WHAT THE TASK REQUIRES: Each line below with the word "graph" needs to be copied.

DATA SECTION:
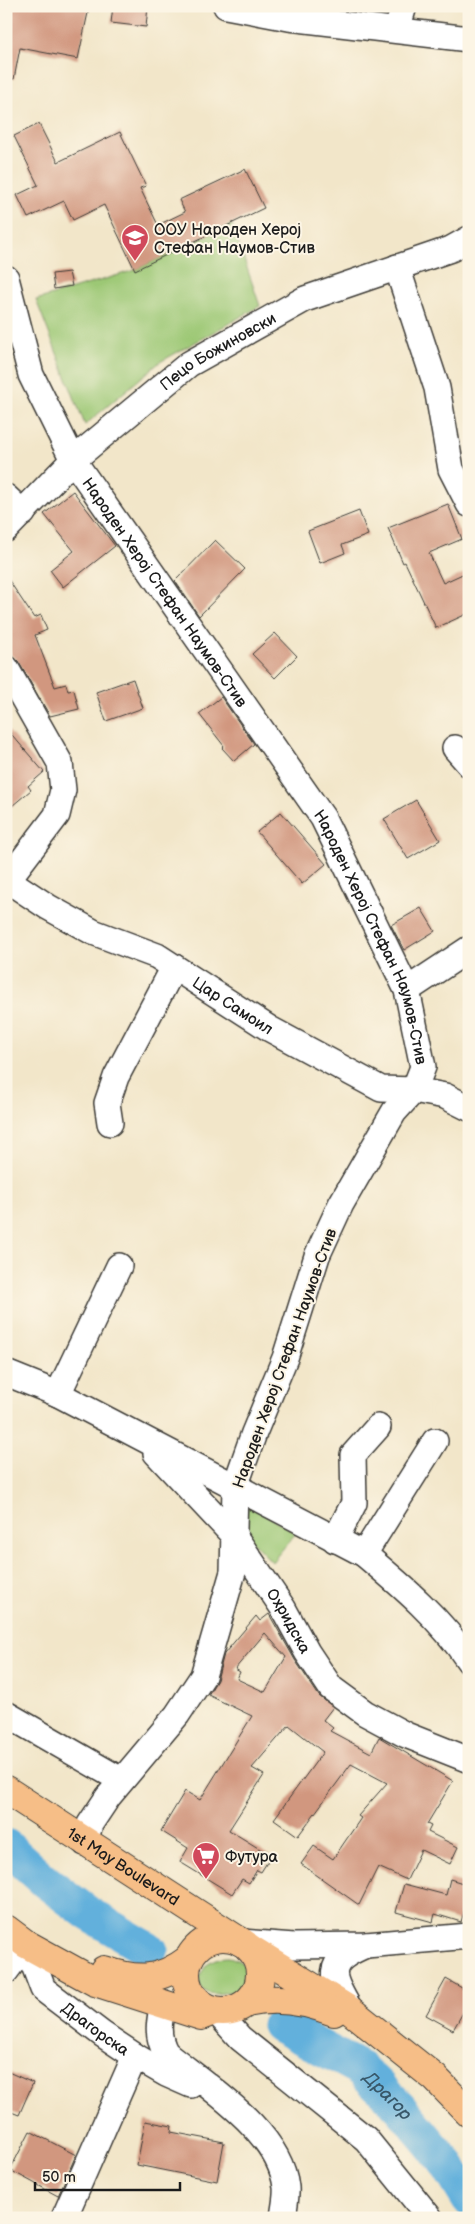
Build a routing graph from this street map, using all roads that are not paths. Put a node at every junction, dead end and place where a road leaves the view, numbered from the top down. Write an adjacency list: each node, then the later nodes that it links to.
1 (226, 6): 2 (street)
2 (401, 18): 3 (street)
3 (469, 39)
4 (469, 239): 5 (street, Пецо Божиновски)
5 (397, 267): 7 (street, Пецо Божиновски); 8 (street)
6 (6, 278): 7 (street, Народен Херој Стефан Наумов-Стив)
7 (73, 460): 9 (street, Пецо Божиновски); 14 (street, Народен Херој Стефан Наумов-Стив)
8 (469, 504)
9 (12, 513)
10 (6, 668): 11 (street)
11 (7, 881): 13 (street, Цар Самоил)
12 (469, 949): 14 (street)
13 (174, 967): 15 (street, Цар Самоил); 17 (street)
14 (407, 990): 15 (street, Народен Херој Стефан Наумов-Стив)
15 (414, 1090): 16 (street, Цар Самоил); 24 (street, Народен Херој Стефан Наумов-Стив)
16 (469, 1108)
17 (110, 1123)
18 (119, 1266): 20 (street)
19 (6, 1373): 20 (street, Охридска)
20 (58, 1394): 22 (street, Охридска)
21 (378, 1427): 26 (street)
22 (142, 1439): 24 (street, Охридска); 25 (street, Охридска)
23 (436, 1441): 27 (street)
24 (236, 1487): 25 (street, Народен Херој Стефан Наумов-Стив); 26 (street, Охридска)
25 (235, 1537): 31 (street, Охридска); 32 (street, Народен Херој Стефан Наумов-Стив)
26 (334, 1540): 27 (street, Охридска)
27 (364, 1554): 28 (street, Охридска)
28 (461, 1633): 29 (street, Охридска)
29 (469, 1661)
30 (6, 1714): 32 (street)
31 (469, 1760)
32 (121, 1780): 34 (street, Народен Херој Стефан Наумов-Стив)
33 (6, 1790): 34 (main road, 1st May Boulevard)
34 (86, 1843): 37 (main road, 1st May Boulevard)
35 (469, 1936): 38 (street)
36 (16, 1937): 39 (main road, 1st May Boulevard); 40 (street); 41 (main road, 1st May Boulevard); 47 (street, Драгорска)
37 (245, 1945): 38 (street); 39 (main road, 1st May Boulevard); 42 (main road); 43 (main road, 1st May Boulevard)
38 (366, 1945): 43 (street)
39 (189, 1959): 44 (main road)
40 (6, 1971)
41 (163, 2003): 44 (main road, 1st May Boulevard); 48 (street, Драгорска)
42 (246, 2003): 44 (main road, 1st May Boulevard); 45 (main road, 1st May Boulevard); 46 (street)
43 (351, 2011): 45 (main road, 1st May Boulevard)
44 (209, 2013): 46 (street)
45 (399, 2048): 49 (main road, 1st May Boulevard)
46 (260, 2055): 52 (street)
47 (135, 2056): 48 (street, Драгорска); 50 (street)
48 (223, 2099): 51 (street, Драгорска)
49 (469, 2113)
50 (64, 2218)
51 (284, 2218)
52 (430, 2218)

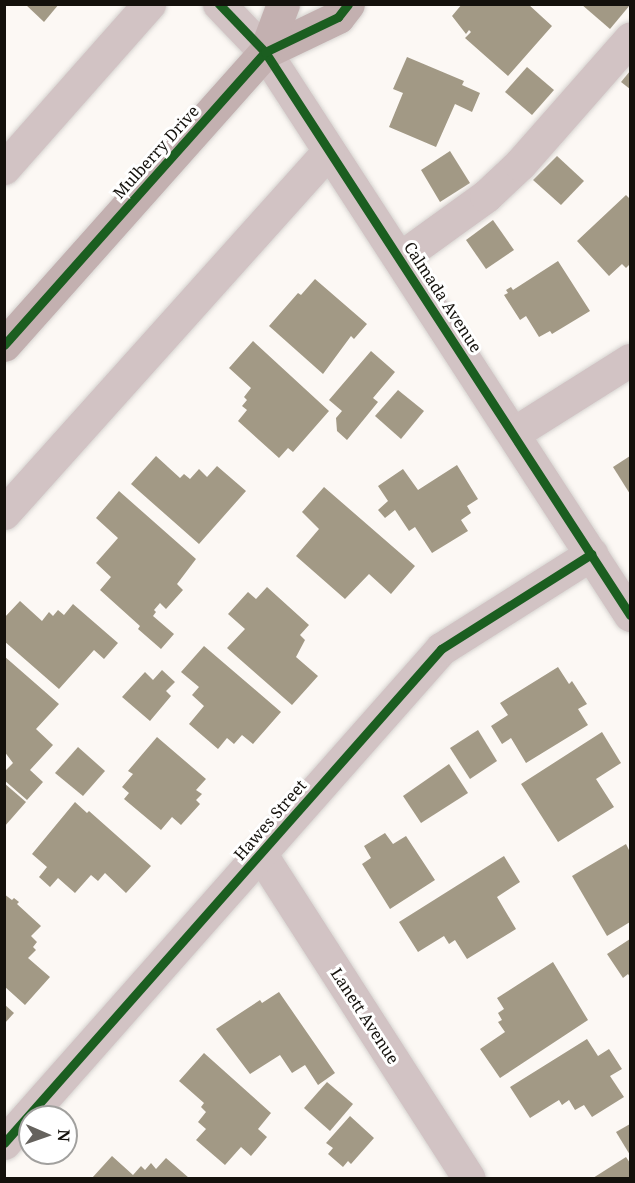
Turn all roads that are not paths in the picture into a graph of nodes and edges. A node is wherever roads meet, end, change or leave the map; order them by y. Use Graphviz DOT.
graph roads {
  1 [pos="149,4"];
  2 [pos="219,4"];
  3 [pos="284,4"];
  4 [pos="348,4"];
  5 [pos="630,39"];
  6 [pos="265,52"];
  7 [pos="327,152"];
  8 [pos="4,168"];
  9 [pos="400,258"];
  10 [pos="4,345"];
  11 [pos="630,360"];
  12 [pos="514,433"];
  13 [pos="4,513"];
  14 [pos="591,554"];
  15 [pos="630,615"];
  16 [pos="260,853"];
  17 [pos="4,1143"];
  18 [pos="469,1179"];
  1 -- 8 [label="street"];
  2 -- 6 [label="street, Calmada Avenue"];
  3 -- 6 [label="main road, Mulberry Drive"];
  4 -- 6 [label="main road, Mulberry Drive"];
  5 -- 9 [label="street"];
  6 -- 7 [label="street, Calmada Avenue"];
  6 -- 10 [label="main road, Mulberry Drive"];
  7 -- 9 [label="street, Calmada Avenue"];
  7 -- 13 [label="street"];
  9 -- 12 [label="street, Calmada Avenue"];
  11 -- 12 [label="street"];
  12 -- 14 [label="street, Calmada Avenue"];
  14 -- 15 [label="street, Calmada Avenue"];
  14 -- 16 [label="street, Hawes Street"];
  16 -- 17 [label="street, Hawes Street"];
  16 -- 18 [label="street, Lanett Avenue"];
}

REPLY TO THE EXERCISE:
Build a routing graph from this street map, using all roads that are not paths. Put a node at every junction, dead end and place where a road leaves the view, numbered from the top down. Write an adjacency list: each node, then the later nodes that it links to.
Turn all roads that are not paths in the picture into a graph of nodes and edges. A node is wherever roads meet, end, change or leave the map; order them by y. Use Graphviz DOT.
graph roads {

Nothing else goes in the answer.